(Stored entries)

· · · · ·

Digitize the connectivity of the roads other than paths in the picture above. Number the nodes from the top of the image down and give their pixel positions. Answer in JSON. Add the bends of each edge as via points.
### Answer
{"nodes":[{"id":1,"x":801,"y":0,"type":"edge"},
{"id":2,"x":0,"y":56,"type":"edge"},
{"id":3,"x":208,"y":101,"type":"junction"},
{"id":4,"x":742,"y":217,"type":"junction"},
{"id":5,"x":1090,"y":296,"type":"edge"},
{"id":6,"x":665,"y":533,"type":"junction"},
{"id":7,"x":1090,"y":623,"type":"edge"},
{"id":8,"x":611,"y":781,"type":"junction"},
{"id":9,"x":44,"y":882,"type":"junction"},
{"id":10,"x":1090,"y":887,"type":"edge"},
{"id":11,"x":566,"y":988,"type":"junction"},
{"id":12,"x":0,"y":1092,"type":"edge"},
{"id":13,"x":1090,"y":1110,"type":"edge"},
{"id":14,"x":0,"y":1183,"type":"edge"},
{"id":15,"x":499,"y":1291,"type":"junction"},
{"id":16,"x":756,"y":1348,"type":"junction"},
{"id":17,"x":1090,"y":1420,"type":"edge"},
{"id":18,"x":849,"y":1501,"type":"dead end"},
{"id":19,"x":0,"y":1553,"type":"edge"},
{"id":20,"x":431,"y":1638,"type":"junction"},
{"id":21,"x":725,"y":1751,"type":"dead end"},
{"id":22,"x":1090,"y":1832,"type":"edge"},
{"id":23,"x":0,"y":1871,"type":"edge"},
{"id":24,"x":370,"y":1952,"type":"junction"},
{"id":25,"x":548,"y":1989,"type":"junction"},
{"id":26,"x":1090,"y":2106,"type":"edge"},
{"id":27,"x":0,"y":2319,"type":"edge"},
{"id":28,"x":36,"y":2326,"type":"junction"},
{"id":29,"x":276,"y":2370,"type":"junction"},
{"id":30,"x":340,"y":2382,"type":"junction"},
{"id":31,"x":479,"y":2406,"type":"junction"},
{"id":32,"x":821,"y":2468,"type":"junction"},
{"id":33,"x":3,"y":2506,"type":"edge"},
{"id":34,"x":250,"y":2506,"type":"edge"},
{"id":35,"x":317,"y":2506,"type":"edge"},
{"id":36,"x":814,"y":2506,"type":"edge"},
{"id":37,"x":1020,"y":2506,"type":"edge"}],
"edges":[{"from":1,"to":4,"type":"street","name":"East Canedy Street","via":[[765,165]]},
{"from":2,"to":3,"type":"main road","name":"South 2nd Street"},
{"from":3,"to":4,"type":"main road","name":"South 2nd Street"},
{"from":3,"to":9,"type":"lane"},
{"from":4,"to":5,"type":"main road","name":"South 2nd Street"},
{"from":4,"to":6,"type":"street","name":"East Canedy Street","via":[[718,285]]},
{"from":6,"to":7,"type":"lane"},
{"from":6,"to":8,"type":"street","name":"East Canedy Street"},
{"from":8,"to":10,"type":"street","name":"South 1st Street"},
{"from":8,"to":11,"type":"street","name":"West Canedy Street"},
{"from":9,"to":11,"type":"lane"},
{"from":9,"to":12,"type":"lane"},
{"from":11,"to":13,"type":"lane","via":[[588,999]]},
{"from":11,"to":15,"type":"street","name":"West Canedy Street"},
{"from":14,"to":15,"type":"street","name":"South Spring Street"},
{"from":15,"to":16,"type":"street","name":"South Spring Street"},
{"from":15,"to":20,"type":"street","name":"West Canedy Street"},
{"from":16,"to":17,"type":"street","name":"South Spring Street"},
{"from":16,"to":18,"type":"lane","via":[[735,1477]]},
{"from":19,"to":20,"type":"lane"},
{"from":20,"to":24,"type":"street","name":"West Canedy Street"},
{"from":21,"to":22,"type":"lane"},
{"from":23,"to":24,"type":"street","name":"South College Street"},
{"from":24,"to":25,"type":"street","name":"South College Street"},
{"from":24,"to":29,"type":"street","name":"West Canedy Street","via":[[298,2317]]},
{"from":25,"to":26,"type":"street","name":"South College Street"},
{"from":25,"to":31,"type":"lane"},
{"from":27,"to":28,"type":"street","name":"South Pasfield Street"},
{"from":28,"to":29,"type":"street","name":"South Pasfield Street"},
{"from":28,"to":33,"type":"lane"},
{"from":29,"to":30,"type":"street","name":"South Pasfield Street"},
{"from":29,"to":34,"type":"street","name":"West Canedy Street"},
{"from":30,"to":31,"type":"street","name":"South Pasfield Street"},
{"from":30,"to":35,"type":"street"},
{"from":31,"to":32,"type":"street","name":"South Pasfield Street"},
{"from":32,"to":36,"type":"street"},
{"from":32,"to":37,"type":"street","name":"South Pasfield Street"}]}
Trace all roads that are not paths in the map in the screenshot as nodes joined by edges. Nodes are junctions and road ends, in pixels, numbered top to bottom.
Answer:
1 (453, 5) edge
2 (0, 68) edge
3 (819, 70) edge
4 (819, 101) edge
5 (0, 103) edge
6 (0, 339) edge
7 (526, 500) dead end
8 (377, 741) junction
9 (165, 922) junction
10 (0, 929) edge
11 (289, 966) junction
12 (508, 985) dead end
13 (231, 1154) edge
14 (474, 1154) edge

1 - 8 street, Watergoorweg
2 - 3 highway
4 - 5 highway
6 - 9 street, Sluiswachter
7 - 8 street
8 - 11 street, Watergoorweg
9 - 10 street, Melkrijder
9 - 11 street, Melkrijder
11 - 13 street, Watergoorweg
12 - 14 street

· · · · ·

ABOUT THIS TASK:
Every line of the data is to be retyped without alteration.

WRITTEN ANSWER:
Digitize the connectivity of the roads other than paths in the picture above. Number the nodes from the top of the image down and give their pixel positions. Answer in JSON. Add the bends of each edge as via points.
### Answer
{"nodes":[{"id":1,"x":801,"y":0,"type":"edge"},
{"id":2,"x":0,"y":56,"type":"edge"},
{"id":3,"x":208,"y":101,"type":"junction"},
{"id":4,"x":742,"y":217,"type":"junction"},
{"id":5,"x":1090,"y":296,"type":"edge"},
{"id":6,"x":665,"y":533,"type":"junction"},
{"id":7,"x":1090,"y":623,"type":"edge"},
{"id":8,"x":611,"y":781,"type":"junction"},
{"id":9,"x":44,"y":882,"type":"junction"},
{"id":10,"x":1090,"y":887,"type":"edge"},
{"id":11,"x":566,"y":988,"type":"junction"},
{"id":12,"x":0,"y":1092,"type":"edge"},
{"id":13,"x":1090,"y":1110,"type":"edge"},
{"id":14,"x":0,"y":1183,"type":"edge"},
{"id":15,"x":499,"y":1291,"type":"junction"},
{"id":16,"x":756,"y":1348,"type":"junction"},
{"id":17,"x":1090,"y":1420,"type":"edge"},
{"id":18,"x":849,"y":1501,"type":"dead end"},
{"id":19,"x":0,"y":1553,"type":"edge"},
{"id":20,"x":431,"y":1638,"type":"junction"},
{"id":21,"x":725,"y":1751,"type":"dead end"},
{"id":22,"x":1090,"y":1832,"type":"edge"},
{"id":23,"x":0,"y":1871,"type":"edge"},
{"id":24,"x":370,"y":1952,"type":"junction"},
{"id":25,"x":548,"y":1989,"type":"junction"},
{"id":26,"x":1090,"y":2106,"type":"edge"},
{"id":27,"x":0,"y":2319,"type":"edge"},
{"id":28,"x":36,"y":2326,"type":"junction"},
{"id":29,"x":276,"y":2370,"type":"junction"},
{"id":30,"x":340,"y":2382,"type":"junction"},
{"id":31,"x":479,"y":2406,"type":"junction"},
{"id":32,"x":821,"y":2468,"type":"junction"},
{"id":33,"x":3,"y":2506,"type":"edge"},
{"id":34,"x":250,"y":2506,"type":"edge"},
{"id":35,"x":317,"y":2506,"type":"edge"},
{"id":36,"x":814,"y":2506,"type":"edge"},
{"id":37,"x":1020,"y":2506,"type":"edge"}],
"edges":[{"from":1,"to":4,"type":"street","name":"East Canedy Street","via":[[765,165]]},
{"from":2,"to":3,"type":"main road","name":"South 2nd Street"},
{"from":3,"to":4,"type":"main road","name":"South 2nd Street"},
{"from":3,"to":9,"type":"lane"},
{"from":4,"to":5,"type":"main road","name":"South 2nd Street"},
{"from":4,"to":6,"type":"street","name":"East Canedy Street","via":[[718,285]]},
{"from":6,"to":7,"type":"lane"},
{"from":6,"to":8,"type":"street","name":"East Canedy Street"},
{"from":8,"to":10,"type":"street","name":"South 1st Street"},
{"from":8,"to":11,"type":"street","name":"West Canedy Street"},
{"from":9,"to":11,"type":"lane"},
{"from":9,"to":12,"type":"lane"},
{"from":11,"to":13,"type":"lane","via":[[588,999]]},
{"from":11,"to":15,"type":"street","name":"West Canedy Street"},
{"from":14,"to":15,"type":"street","name":"South Spring Street"},
{"from":15,"to":16,"type":"street","name":"South Spring Street"},
{"from":15,"to":20,"type":"street","name":"West Canedy Street"},
{"from":16,"to":17,"type":"street","name":"South Spring Street"},
{"from":16,"to":18,"type":"lane","via":[[735,1477]]},
{"from":19,"to":20,"type":"lane"},
{"from":20,"to":24,"type":"street","name":"West Canedy Street"},
{"from":21,"to":22,"type":"lane"},
{"from":23,"to":24,"type":"street","name":"South College Street"},
{"from":24,"to":25,"type":"street","name":"South College Street"},
{"from":24,"to":29,"type":"street","name":"West Canedy Street","via":[[298,2317]]},
{"from":25,"to":26,"type":"street","name":"South College Street"},
{"from":25,"to":31,"type":"lane"},
{"from":27,"to":28,"type":"street","name":"South Pasfield Street"},
{"from":28,"to":29,"type":"street","name":"South Pasfield Street"},
{"from":28,"to":33,"type":"lane"},
{"from":29,"to":30,"type":"street","name":"South Pasfield Street"},
{"from":29,"to":34,"type":"street","name":"West Canedy Street"},
{"from":30,"to":31,"type":"street","name":"South Pasfield Street"},
{"from":30,"to":35,"type":"street"},
{"from":31,"to":32,"type":"street","name":"South Pasfield Street"},
{"from":32,"to":36,"type":"street"},
{"from":32,"to":37,"type":"street","name":"South Pasfield Street"}]}
Trace all roads that are not paths in the map in the screenshot as nodes joined by edges. Nodes are junctions and road ends, in pixels, numbered top to bottom.
Answer:
1 (453, 5) edge
2 (0, 68) edge
3 (819, 70) edge
4 (819, 101) edge
5 (0, 103) edge
6 (0, 339) edge
7 (526, 500) dead end
8 (377, 741) junction
9 (165, 922) junction
10 (0, 929) edge
11 (289, 966) junction
12 (508, 985) dead end
13 (231, 1154) edge
14 (474, 1154) edge

1 - 8 street, Watergoorweg
2 - 3 highway
4 - 5 highway
6 - 9 street, Sluiswachter
7 - 8 street
8 - 11 street, Watergoorweg
9 - 10 street, Melkrijder
9 - 11 street, Melkrijder
11 - 13 street, Watergoorweg
12 - 14 street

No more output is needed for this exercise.